Your task
Some lines of the records below include the word "place". Report how many, and write nothing besides the number.

Supplied records
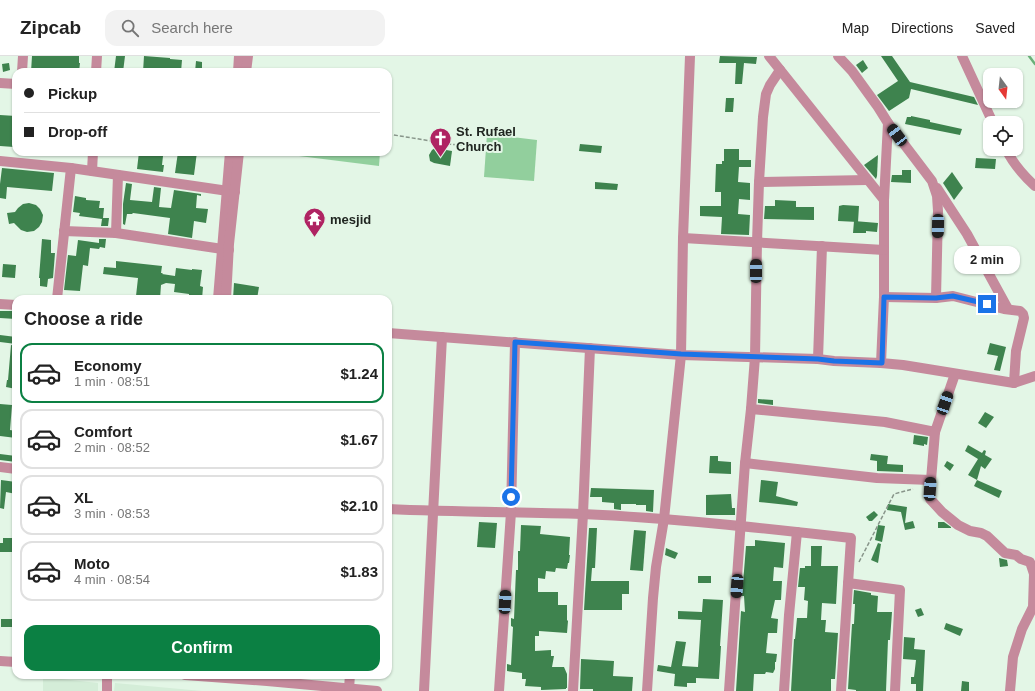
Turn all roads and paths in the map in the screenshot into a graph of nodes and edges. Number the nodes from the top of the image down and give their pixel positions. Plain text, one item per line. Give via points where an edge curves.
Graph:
1 (22, 56) edge
2 (97, 56) edge
3 (239, 56) edge
4 (248, 56) edge
5 (690, 56) edge
6 (769, 56) edge
7 (838, 56) edge
8 (962, 56) edge
9 (22, 68) edge
10 (96, 68) edge
11 (238, 68) edge
12 (246, 68) edge
13 (780, 70) junction
14 (0, 83) edge
15 (12, 84) edge
16 (990, 116) edge
17 (888, 122) junction
18 (392, 135) edge
19 (478, 147) dead end
20 (93, 156) edge
21 (230, 156) edge
22 (237, 156) edge
23 (1009, 156) edge
24 (0, 161) edge
25 (71, 168) junction
26 (92, 171) junction
27 (118, 175) junction
28 (867, 180) junction
29 (932, 181) junction
30 (759, 182) junction
31 (1035, 186) edge
32 (231, 192) junction
33 (884, 200) junction
34 (64, 231) junction
35 (116, 233) junction
36 (683, 238) junction
37 (757, 242) junction
38 (822, 246) junction
39 (226, 250) junction
40 (884, 250) junction
41 (57, 295) edge
42 (219, 295) edge
43 (226, 295) edge
44 (884, 297) junction
45 (936, 298) junction
46 (0, 304) edge
47 (12, 305) edge
48 (1008, 309) junction
49 (392, 333) edge
50 (442, 337) junction
51 (515, 342) junction
52 (590, 348) junction
53 (681, 354) junction
54 (755, 357) junction
55 (818, 359) junction
56 (882, 363) junction
57 (955, 374) junction
58 (1035, 376) edge
59 (1014, 383) junction
60 (751, 409) junction
61 (935, 432) junction
62 (745, 463) junction
63 (0, 468) edge
64 (12, 469) edge
65 (928, 480) junction
66 (392, 509) edge
67 (433, 511) junction
68 (511, 512) junction
69 (583, 514) junction
70 (664, 519) junction
71 (741, 526) junction
72 (797, 532) junction
73 (858, 564) dead end
74 (848, 583) junction
75 (0, 661) edge
76 (12, 662) edge
77 (275, 679) edge
78 (350, 679) edge
79 (349, 688) junction
80 (377, 691) edge
81 (424, 691) edge
82 (500, 691) edge
83 (573, 691) edge
84 (647, 691) edge
85 (730, 691) edge
86 (784, 691) edge
87 (841, 691) edge
88 (894, 691) edge
89 (1010, 691) edge

1 - 9 street
2 - 10 street
3 - 11 street
4 - 12 street
5 - 36 street
6 - 13 street
7 - 17 street via 852,71
8 - 16 street
13 - 28 street
13 - 30 street via 766,94
14 - 15 street
17 - 29 street
17 - 33 street
18 - 19 path
20 - 26 street
21 - 32 street
22 - 32 street
23 - 31 street
24 - 25 street
25 - 26 street
25 - 34 street
26 - 27 street
27 - 32 street
27 - 35 street
28 - 30 street
28 - 33 street
29 - 45 street via 938,211
29 - 48 street via 967,234
30 - 37 street
32 - 39 street
33 - 40 street
34 - 35 street
34 - 41 street
35 - 39 street
36 - 37 street
36 - 53 street
37 - 38 street
37 - 54 street
38 - 40 street
38 - 55 street
39 - 42 street
39 - 43 street
40 - 44 street
44 - 45 street
44 - 56 street
45 - 48 street via 953,296
46 - 47 street
48 - 59 street via 1020,311 1024,318 1016,351
49 - 50 street
50 - 51 street
50 - 67 street
51 - 52 street
51 - 68 street
52 - 53 street
52 - 69 street
53 - 54 street
53 - 70 street
54 - 55 street
54 - 60 street
55 - 56 street
56 - 57 street
57 - 59 street
57 - 61 street
58 - 59 street
60 - 61 street via 886,422
60 - 62 street
61 - 65 street
62 - 65 street via 877,478
62 - 71 street
63 - 64 street
65 - 73 path via 912,489 894,494
65 - 89 street via 930,499 958,525 987,536 1005,553 1030,562 1034,574 1033,607 1022,629 1013,657
66 - 67 street
67 - 68 street
67 - 81 street
68 - 69 street
68 - 82 street
69 - 70 street
69 - 83 street
70 - 71 street
70 - 84 street via 656,567
71 - 72 street
71 - 85 street
72 - 74 street via 851,538
72 - 86 street
74 - 87 street
74 - 88 street via 900,590
75 - 76 street
77 - 79 street
78 - 79 street
79 - 80 street

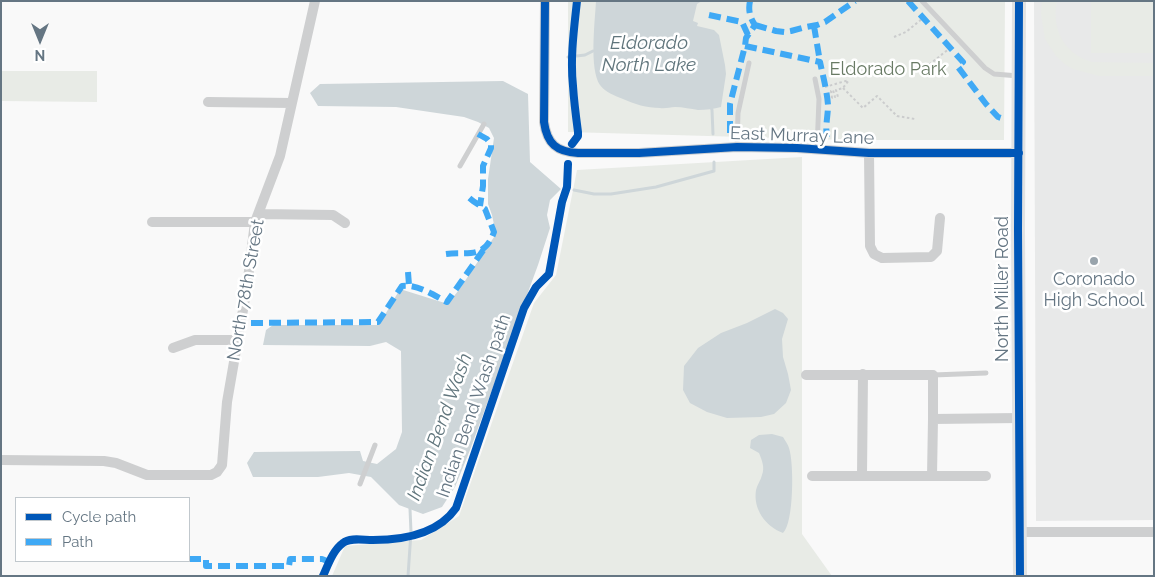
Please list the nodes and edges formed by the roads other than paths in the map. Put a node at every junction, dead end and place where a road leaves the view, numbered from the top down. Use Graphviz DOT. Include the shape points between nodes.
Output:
graph roads {
  1 [pos="315,1"];
  2 [pos="545,1"];
  3 [pos="922,1"];
  4 [pos="1019,1"];
  5 [pos="749,63"];
  6 [pos="1019,76"];
  7 [pos="815,79"];
  8 [pos="208,102"];
  9 [pos="292,103"];
  10 [pos="484,124"];
  11 [pos="737,147"];
  12 [pos="817,149"];
  13 [pos="870,153"];
  14 [pos="1018,153"];
  15 [pos="460,166"];
  16 [pos="256,218"];
  17 [pos="940,218"];
  18 [pos="152,222"];
  19 [pos="345,223"];
  20 [pos="238,340"];
  21 [pos="173,348"];
  22 [pos="986,373"];
  23 [pos="863,374"];
  24 [pos="806,375"];
  25 [pos="933,375"];
  26 [pos="1019,418"];
  27 [pos="933,419"];
  28 [pos="375,445"];
  29 [pos="1,460"];
  30 [pos="862,475"];
  31 [pos="812,476"];
  32 [pos="932,476"];
  33 [pos="986,476"];
  34 [pos="360,484"];
  35 [pos="1020,532"];
  36 [pos="1154,532"];
  37 [pos="1020,576"];
  1 -- 9 [label="street, North 78th Street"];
  2 -- 11 [label="street, East Murray Lane" via="544,122 548,138 557,148 569,153 600,154"];
  3 -- 6 [label="lane" via="987,69 994,74"];
  4 -- 6 [label="street, North Miller Road"];
  5 -- 11 [label="lane" via="738,113"];
  6 -- 14 [label="street, North Miller Road"];
  7 -- 12 [label="lane" via="819,99"];
  8 -- 9 [label="street"];
  9 -- 16 [label="street, North 78th Street" via="280,156"];
  10 -- 15 [label="lane"];
  11 -- 12 [label="street, East Murray Lane"];
  12 -- 13 [label="street, East Murray Lane"];
  13 -- 14 [label="street, East Murray Lane"];
  13 -- 17 [label="street" via="870,246 874,254 882,258 931,257 937,251"];
  14 -- 26 [label="street, North Miller Road"];
  16 -- 18 [label="street"];
  16 -- 19 [label="street" via="333,215"];
  16 -- 20 [label="street, North 78th Street"];
  20 -- 21 [label="street" via="195,340"];
  20 -- 29 [label="street, North 78th Street" via="227,402 222,465 217,472 211,475 147,475 104,460"];
  22 -- 25 [label="lane"];
  23 -- 24 [label="street"];
  23 -- 25 [label="street"];
  23 -- 30 [label="street"];
  25 -- 27 [label="street"];
  26 -- 27 [label="street"];
  26 -- 35 [label="street, North Miller Road"];
  27 -- 32 [label="street"];
  28 -- 34 [label="lane"];
  30 -- 31 [label="street"];
  30 -- 32 [label="street"];
  32 -- 33 [label="street"];
  35 -- 36 [label="street"];
  35 -- 37 [label="street, North Miller Road"];
}
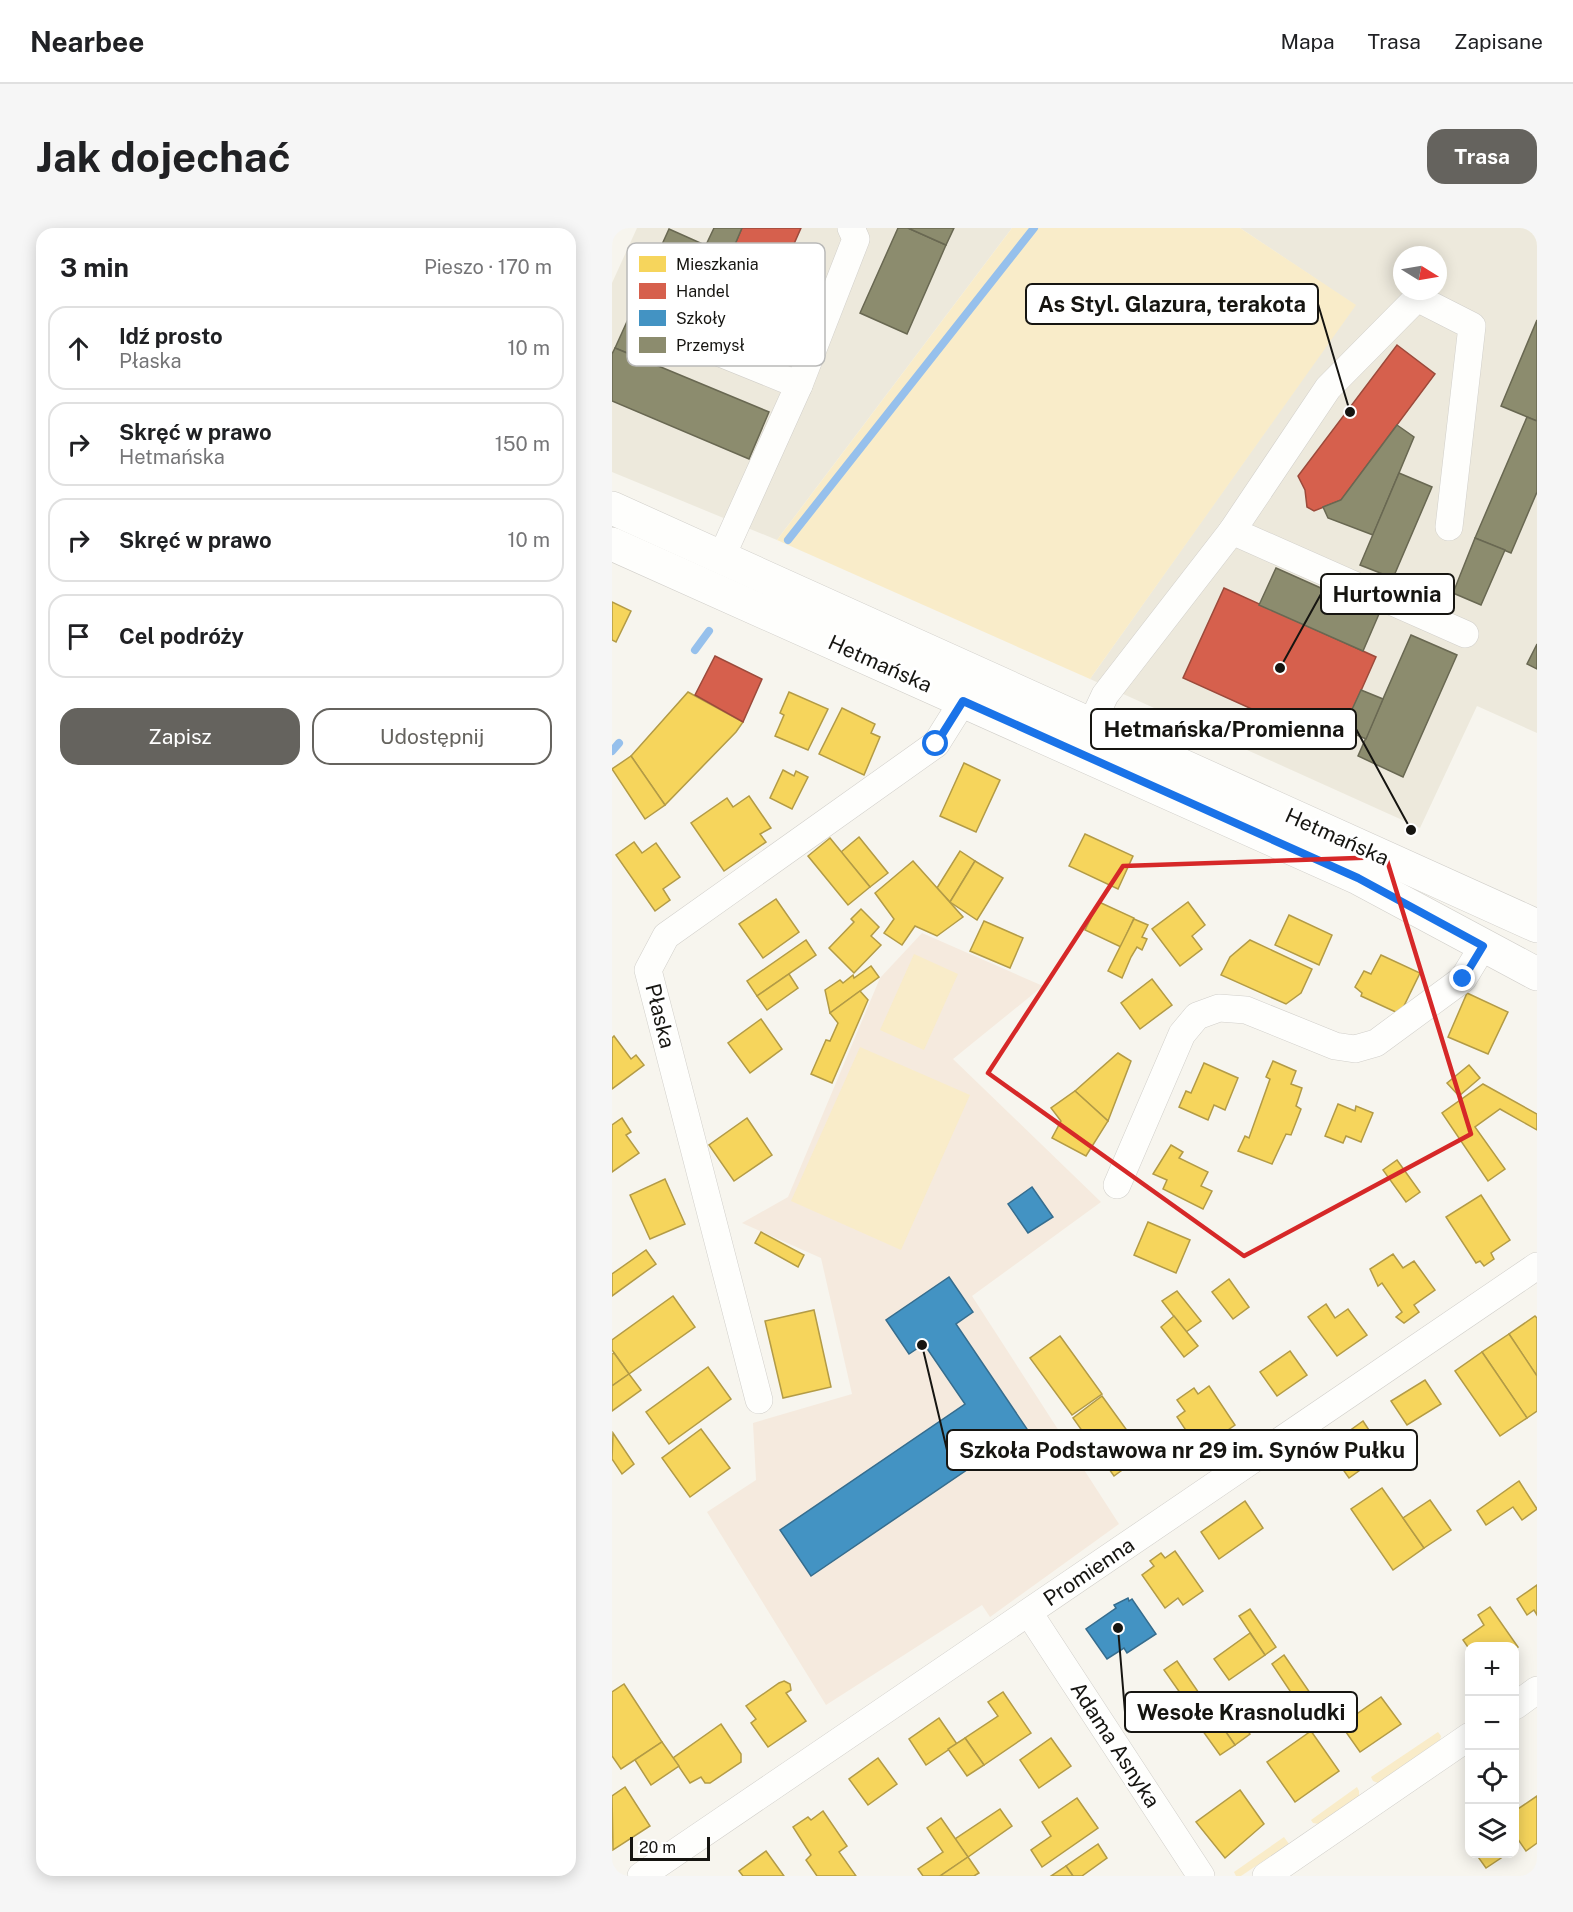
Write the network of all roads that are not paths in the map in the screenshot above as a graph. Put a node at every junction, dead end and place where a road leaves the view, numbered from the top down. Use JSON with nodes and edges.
{"nodes":[{"id":1,"x":851,"y":228,"type":"edge"},
{"id":2,"x":825,"y":318,"type":"edge"},
{"id":3,"x":750,"y":366,"type":"edge"},
{"id":4,"x":806,"y":366,"type":"edge"},
{"id":5,"x":798,"y":386,"type":"junction"},
{"id":6,"x":612,"y":508,"type":"edge"},
{"id":7,"x":1449,"y":527,"type":"dead end"},
{"id":8,"x":1232,"y":531,"type":"junction"},
{"id":9,"x":612,"y":544,"type":"edge"},
{"id":10,"x":721,"y":558,"type":"junction"},
{"id":11,"x":1465,"y":634,"type":"dead end"},
{"id":12,"x":963,"y":701,"type":"junction"},
{"id":13,"x":1091,"y":725,"type":"junction"},
{"id":14,"x":1537,"y":926,"type":"edge"},
{"id":15,"x":1483,"y":946,"type":"junction"},
{"id":16,"x":1537,"y":974,"type":"edge"},
{"id":17,"x":1117,"y":1185,"type":"dead end"},
{"id":18,"x":1537,"y":1266,"type":"edge"},
{"id":19,"x":759,"y":1400,"type":"dead end"},
{"id":20,"x":1029,"y":1613,"type":"junction"},
{"id":21,"x":1537,"y":1690,"type":"edge"},
{"id":22,"x":1519,"y":1703,"type":"edge"},
{"id":23,"x":1465,"y":1739,"type":"edge"},
{"id":24,"x":641,"y":1876,"type":"edge"},
{"id":25,"x":1201,"y":1876,"type":"edge"},
{"id":26,"x":1266,"y":1876,"type":"edge"}],
"edges":[{"from":1,"to":2,"type":"street"},
{"from":3,"to":5,"type":"street"},
{"from":4,"to":5,"type":"street"},
{"from":5,"to":10,"type":"street"},
{"from":6,"to":10,"type":"main road","name":"Hetmańska"},
{"from":7,"to":8,"type":"street"},
{"from":8,"to":11,"type":"street"},
{"from":8,"to":13,"type":"street"},
{"from":9,"to":12,"type":"main road","name":"Hetmańska"},
{"from":10,"to":13,"type":"main road","name":"Hetmańska"},
{"from":12,"to":15,"type":"main road","name":"Hetmańska"},
{"from":12,"to":19,"type":"street","name":"Płaska"},
{"from":13,"to":14,"type":"main road","name":"Hetmańska"},
{"from":15,"to":16,"type":"main road","name":"Hetmańska"},
{"from":15,"to":17,"type":"street"},
{"from":18,"to":20,"type":"street","name":"Promienna"},
{"from":20,"to":24,"type":"street","name":"Promienna"},
{"from":20,"to":25,"type":"street","name":"Adama Asnyka"},
{"from":21,"to":22,"type":"street"},
{"from":23,"to":26,"type":"street"}]}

Written reply
2